Primera Lectura: Deuteronomio 4,1-2
Salmo 14: “Señor, ¿quién puede hospedarse en tu tienda?
Segunda Lectura: Santiago 1,17-18.21-22.27

LECTURA DEL DÍA

Marcos 7,1-8.14-15.21-23

            Se acercó a Jesús un grupo de fariseos con algunos letrados de Jerusalén y vieron que algunos discípulos comían con manos impuras (es decir, sin lavarse antes las manos, restregando bien, aferrándose a la tradición  de sus mayores, y al volver de la plaza no comen sin lavarse antes, y se aferran a otras muchas tradiciones, de lavar vasos, jarras y ollas). Según eso, los fariseos y los letrados preguntaron a Jesús: “¿Por qué  comen tus discípulos con manos impuras y no siguen tus discípulos la tradición de los mayores?”. Él les contestó: “Bien profetizó Isaías de vosotros, hipócritas, como está escrito: “Este pueblo me honra con los labios, pero su corazón está lejos de mí. El culto que me  dan está vacío, porque la doctrina que enseñan son preceptos humanos”. Dejáis a un lado el mandamiento de Dios para aferraros  a la tradición de los hombres”. En otra ocasión llamó Jesús a la gente y les dijo: “escuchad y entender todos: Nada que entre de fuera puede hacer al hombre impuro; lo que sale de dentro es lo que hace impuro al hombre. Porque de dentro del corazón del hombre salen los malos propósitos, las fornicaciones, robos, homicidios, adulterio, injusticias, fraude, desenfreno, envidia, difamación, orgullo, falsedad.

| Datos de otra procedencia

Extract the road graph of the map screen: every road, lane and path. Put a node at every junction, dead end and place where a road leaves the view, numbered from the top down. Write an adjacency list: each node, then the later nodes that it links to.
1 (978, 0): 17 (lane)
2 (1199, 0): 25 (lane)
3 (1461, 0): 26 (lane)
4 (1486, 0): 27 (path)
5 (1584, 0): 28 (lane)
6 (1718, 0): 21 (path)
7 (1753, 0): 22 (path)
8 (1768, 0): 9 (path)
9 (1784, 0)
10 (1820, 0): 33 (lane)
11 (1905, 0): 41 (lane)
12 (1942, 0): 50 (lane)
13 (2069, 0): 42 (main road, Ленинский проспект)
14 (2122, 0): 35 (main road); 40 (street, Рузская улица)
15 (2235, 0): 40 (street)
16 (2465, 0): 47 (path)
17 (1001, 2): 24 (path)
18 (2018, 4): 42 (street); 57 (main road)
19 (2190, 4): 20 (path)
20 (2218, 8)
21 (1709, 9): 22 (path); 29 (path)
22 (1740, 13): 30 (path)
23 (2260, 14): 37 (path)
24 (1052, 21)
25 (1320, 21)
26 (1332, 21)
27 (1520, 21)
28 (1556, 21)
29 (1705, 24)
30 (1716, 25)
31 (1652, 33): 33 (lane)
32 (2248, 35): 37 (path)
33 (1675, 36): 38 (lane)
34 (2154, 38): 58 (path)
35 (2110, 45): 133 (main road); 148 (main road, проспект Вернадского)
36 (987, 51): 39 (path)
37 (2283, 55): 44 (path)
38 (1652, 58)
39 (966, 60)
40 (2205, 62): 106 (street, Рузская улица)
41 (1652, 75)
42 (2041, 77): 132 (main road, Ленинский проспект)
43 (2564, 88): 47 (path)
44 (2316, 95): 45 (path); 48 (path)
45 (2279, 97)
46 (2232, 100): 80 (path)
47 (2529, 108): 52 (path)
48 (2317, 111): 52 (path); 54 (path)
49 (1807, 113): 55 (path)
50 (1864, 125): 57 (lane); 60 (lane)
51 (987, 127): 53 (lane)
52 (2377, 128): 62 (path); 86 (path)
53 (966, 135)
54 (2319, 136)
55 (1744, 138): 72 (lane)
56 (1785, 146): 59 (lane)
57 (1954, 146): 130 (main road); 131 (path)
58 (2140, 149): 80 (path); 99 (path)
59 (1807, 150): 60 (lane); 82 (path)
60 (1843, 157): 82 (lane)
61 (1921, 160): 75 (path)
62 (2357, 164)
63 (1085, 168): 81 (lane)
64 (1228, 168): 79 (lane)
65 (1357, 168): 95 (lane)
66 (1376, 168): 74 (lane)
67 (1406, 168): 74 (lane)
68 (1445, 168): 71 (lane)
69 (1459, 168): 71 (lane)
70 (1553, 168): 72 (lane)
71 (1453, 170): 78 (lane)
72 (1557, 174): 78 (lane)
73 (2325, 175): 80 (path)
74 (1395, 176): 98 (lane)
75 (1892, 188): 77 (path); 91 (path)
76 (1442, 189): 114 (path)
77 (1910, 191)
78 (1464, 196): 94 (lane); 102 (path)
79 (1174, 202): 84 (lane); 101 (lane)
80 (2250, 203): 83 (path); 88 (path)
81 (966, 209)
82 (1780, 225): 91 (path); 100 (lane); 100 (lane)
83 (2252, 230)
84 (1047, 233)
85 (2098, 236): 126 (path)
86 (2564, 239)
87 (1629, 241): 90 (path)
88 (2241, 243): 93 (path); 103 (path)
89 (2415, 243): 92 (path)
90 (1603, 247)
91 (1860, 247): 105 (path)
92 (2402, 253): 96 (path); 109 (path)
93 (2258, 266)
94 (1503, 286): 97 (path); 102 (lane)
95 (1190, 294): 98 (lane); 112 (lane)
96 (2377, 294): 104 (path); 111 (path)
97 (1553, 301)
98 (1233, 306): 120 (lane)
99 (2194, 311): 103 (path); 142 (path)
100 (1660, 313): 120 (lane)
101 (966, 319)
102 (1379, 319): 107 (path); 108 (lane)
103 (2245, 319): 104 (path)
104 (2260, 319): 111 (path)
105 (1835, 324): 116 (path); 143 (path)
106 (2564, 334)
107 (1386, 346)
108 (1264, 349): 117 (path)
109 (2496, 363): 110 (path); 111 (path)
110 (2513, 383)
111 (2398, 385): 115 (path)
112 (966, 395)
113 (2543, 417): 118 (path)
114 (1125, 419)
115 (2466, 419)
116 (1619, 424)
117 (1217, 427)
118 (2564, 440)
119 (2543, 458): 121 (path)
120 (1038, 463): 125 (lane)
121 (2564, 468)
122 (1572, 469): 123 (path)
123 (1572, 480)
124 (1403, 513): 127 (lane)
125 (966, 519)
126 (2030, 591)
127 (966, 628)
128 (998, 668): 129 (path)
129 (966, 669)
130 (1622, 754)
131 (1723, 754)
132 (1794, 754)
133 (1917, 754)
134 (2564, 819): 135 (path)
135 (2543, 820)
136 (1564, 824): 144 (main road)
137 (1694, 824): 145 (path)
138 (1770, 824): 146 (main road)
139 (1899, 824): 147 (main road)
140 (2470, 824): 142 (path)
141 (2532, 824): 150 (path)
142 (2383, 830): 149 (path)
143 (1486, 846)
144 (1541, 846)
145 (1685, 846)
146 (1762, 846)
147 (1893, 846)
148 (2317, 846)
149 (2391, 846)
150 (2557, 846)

Todas esas maldades salen de dentro y hacen al hombre impuro”.

REFLEXIÓN

            El capítulo 7 del evangelio de Marcos recoge una enseñanza de excepcional importancia, una enseñanza que por sí misma constituye una de las cumbres de la historia religiosa de todos los tiempos. El pasaje que se proclama toma como punto de partida la pregunta que le hacen a Jesús los fariseos y los maestros de la Ley –las personas cualificadas del ambiente religioso y cultural de aquel tiempo-  relacionada con el uso judío de las abluciones. A la ley mosaica sobre la pureza ritual (Lv. 11,15; Dt. 14,3-21)  habían ido añadiéndose cada vez más prescripciones, que, transmitidas oralmente, eran consideradas vinculantes, con la misma fuerza que la ley escrita y, como ésta, reveladas por Yahvé. A Jesús se le interroga sobre la inobservancia de tales prescripciones: “¿por qué comen tus discípulos con manos impuras y no siguen tus discípulos la tradición de los mayores?”, por parte de sus discípulos. Jesús no responde directamente, sino que, citando Isaías 29,13, saca a la luz lo falso y vacío que es el modo de obrar de los fariseos: su culto es sólo formal, dado que a la exterioridad de los ritos y de la observancia de la Ley no le corresponden el sentimiento interior y la práctica de vida coherente. La tradición de los hombres acaba así por sobreponerse y cubrir el mandamiento de Dios.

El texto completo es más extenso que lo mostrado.